◆ Supplied entries:
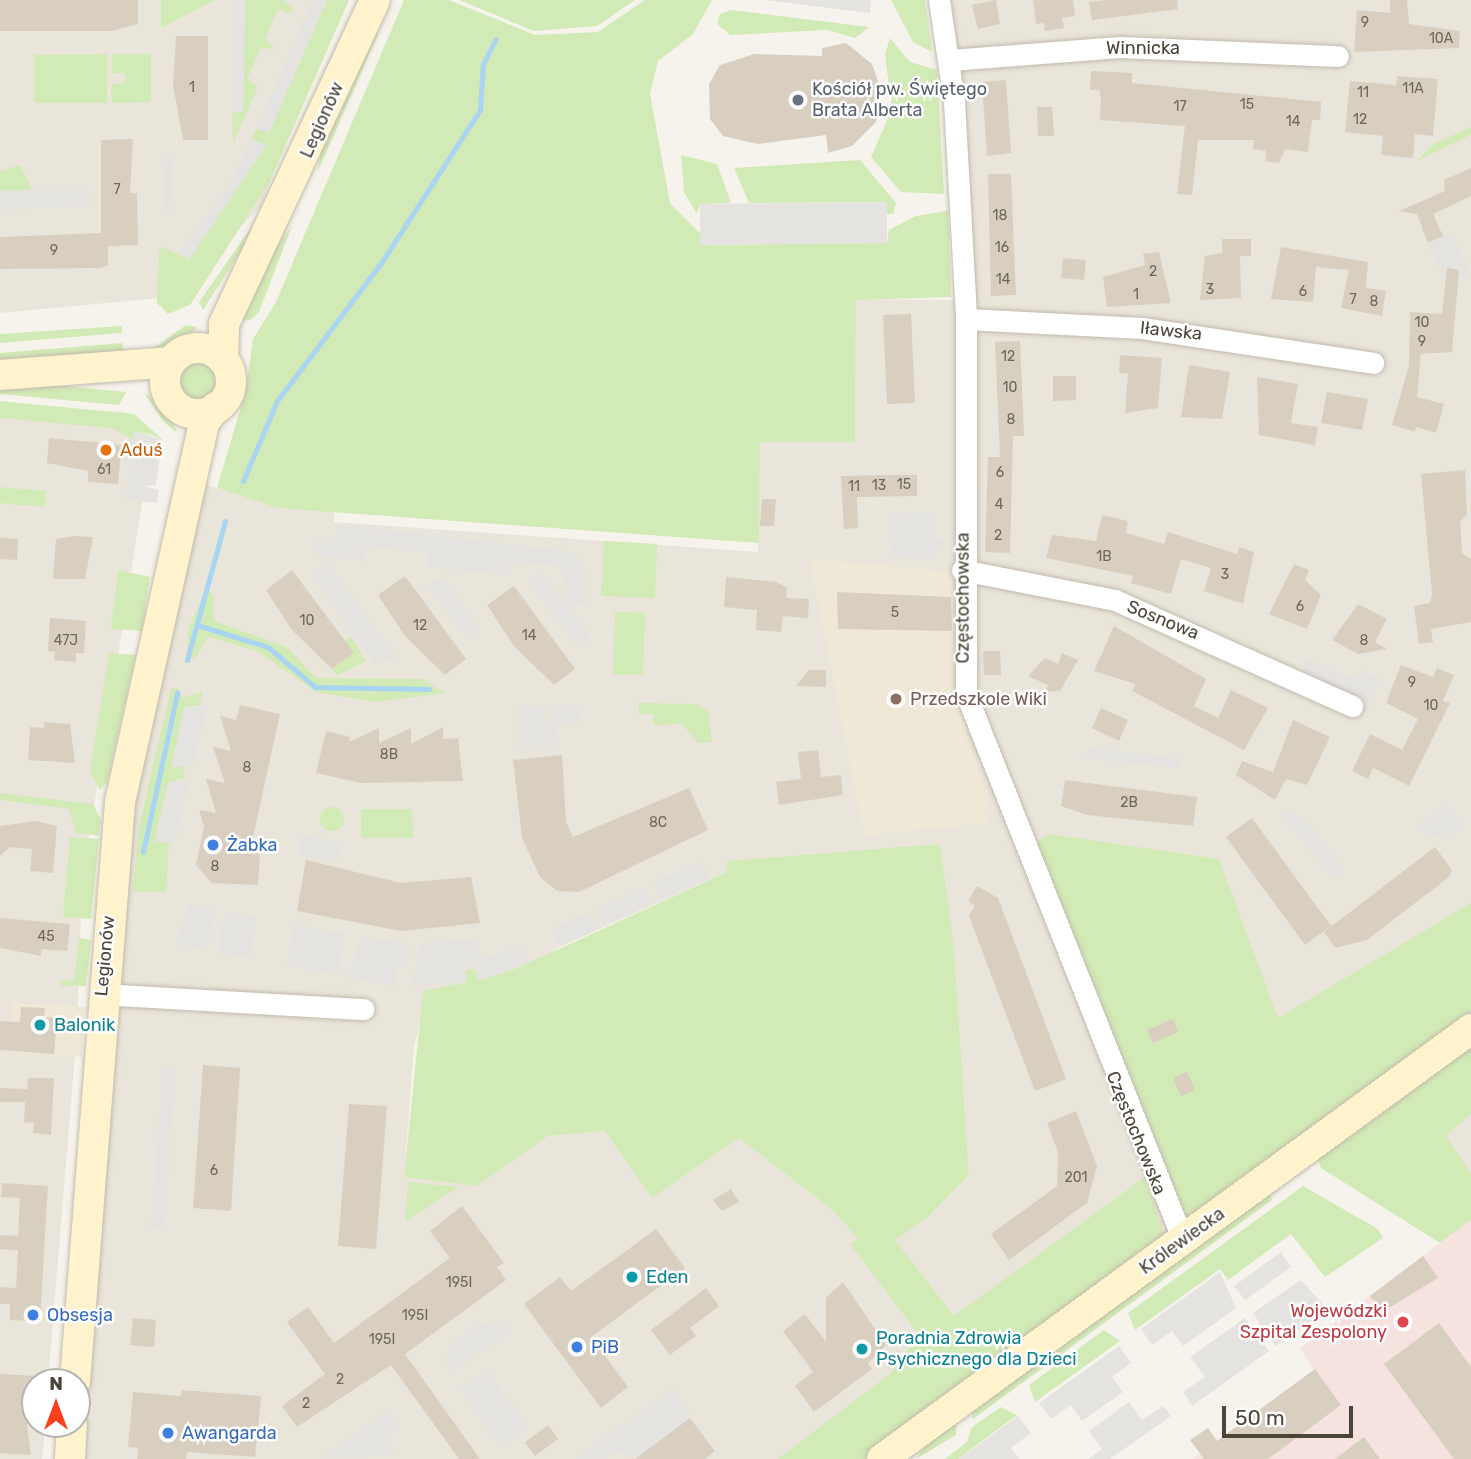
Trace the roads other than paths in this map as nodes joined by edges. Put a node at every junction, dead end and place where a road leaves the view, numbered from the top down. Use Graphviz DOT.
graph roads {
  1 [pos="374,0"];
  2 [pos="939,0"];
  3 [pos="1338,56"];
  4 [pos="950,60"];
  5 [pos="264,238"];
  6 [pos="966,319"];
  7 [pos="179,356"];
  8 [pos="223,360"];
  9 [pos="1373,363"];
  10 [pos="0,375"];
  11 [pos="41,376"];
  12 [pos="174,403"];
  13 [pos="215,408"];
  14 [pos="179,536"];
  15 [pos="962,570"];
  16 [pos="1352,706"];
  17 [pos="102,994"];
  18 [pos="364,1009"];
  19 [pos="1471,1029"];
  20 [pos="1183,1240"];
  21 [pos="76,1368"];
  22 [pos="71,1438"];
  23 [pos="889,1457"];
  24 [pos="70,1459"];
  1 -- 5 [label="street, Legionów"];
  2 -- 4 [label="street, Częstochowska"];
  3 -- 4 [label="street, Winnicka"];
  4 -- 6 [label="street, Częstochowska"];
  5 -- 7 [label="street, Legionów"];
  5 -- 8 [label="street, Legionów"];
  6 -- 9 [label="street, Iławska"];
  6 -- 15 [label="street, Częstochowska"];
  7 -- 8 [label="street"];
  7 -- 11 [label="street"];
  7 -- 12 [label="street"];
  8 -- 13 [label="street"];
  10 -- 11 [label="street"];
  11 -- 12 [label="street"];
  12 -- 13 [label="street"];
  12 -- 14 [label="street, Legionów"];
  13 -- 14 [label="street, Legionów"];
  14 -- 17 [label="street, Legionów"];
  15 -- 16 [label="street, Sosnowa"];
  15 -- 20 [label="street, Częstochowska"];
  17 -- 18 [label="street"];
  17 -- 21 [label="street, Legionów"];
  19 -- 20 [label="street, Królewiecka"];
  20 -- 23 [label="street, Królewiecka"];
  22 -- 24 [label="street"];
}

◆ Work order: For every line of the entries holding the string "Królewiecka", add one to a tally; give the final figure only.

◆ Result for this exercise: 2